**Action item:** Repeat the records word for word, excluding any picture.

** Dataset entries follows **

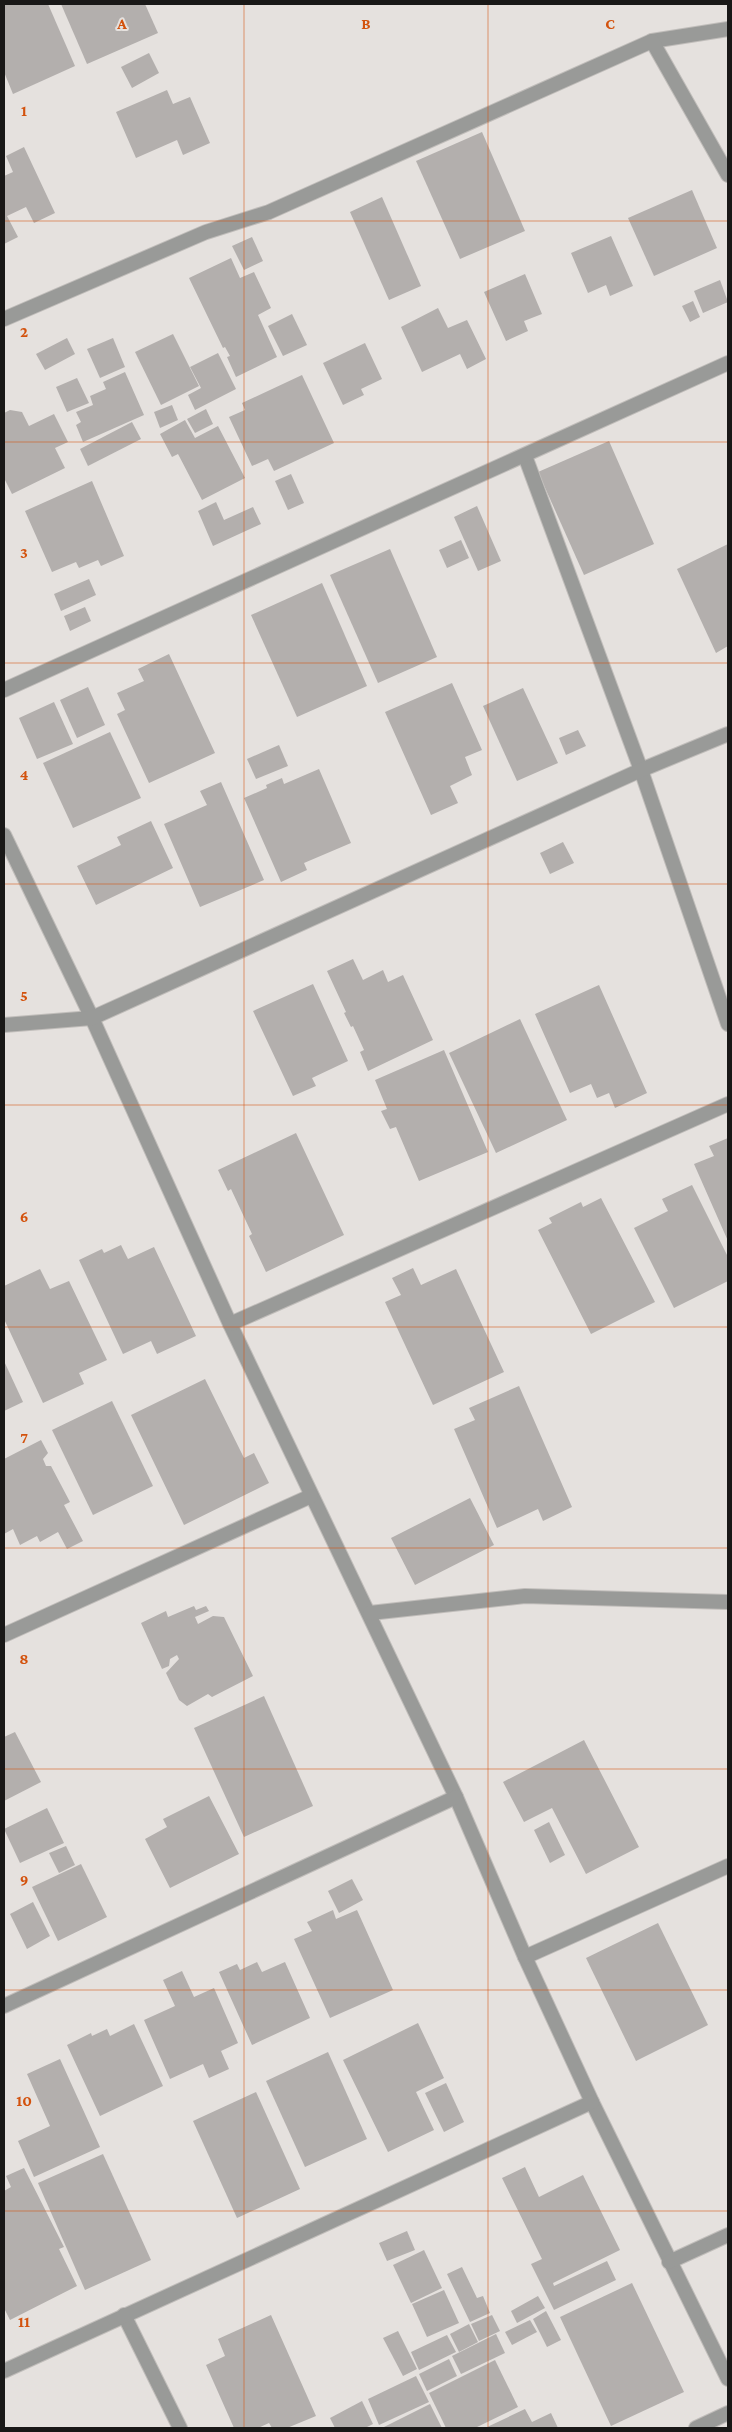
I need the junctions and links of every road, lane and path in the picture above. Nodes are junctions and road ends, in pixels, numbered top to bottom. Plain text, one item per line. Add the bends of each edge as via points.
1 (728, 29) edge
2 (652, 41) junction
3 (728, 175) edge
4 (4, 319) edge
5 (728, 363) edge
6 (525, 456) junction
7 (4, 690) edge
8 (728, 734) edge
9 (641, 770) junction
10 (4, 835) edge
11 (92, 1018) junction
12 (728, 1024) edge
13 (4, 1025) edge
14 (728, 1104) edge
15 (230, 1324) junction
16 (311, 1496) junction
17 (728, 1602) edge
18 (370, 1613) junction
19 (4, 1635) edge
20 (456, 1797) junction
21 (728, 1866) edge
22 (525, 1957) junction
23 (4, 2006) edge
24 (592, 2102) junction
25 (728, 2235) edge
26 (669, 2262) junction
27 (124, 2314) junction
28 (4, 2372) edge
29 (728, 2379) edge
30 (728, 2413) edge
31 (180, 2428) edge
32 (696, 2428) edge

1 - 2 street
2 - 3 street
2 - 4 street via 269,212 206,232
5 - 6 street
6 - 7 street
6 - 9 street
8 - 9 street
9 - 11 street
9 - 12 street
10 - 11 street
11 - 13 street
11 - 15 street
14 - 15 street
15 - 16 street
16 - 18 street
16 - 19 street
17 - 18 street via 525,1596
18 - 20 street
20 - 22 street
20 - 23 street
21 - 22 street
22 - 24 street
24 - 26 street
24 - 27 street
25 - 26 street
26 - 29 street
27 - 28 street
27 - 31 street
30 - 32 street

** End of Dataset entries **

**Expected answer:**
I need the junctions and links of every road, lane and path in the picture above. Nodes are junctions and road ends, in pixels, numbered top to bottom. Plain text, one item per line. Add the bends of each edge as via points.
1 (728, 29) edge
2 (652, 41) junction
3 (728, 175) edge
4 (4, 319) edge
5 (728, 363) edge
6 (525, 456) junction
7 (4, 690) edge
8 (728, 734) edge
9 (641, 770) junction
10 (4, 835) edge
11 (92, 1018) junction
12 (728, 1024) edge
13 (4, 1025) edge
14 (728, 1104) edge
15 (230, 1324) junction
16 (311, 1496) junction
17 (728, 1602) edge
18 (370, 1613) junction
19 (4, 1635) edge
20 (456, 1797) junction
21 (728, 1866) edge
22 (525, 1957) junction
23 (4, 2006) edge
24 (592, 2102) junction
25 (728, 2235) edge
26 (669, 2262) junction
27 (124, 2314) junction
28 (4, 2372) edge
29 (728, 2379) edge
30 (728, 2413) edge
31 (180, 2428) edge
32 (696, 2428) edge

1 - 2 street
2 - 3 street
2 - 4 street via 269,212 206,232
5 - 6 street
6 - 7 street
6 - 9 street
8 - 9 street
9 - 11 street
9 - 12 street
10 - 11 street
11 - 13 street
11 - 15 street
14 - 15 street
15 - 16 street
16 - 18 street
16 - 19 street
17 - 18 street via 525,1596
18 - 20 street
20 - 22 street
20 - 23 street
21 - 22 street
22 - 24 street
24 - 26 street
24 - 27 street
25 - 26 street
26 - 29 street
27 - 28 street
27 - 31 street
30 - 32 street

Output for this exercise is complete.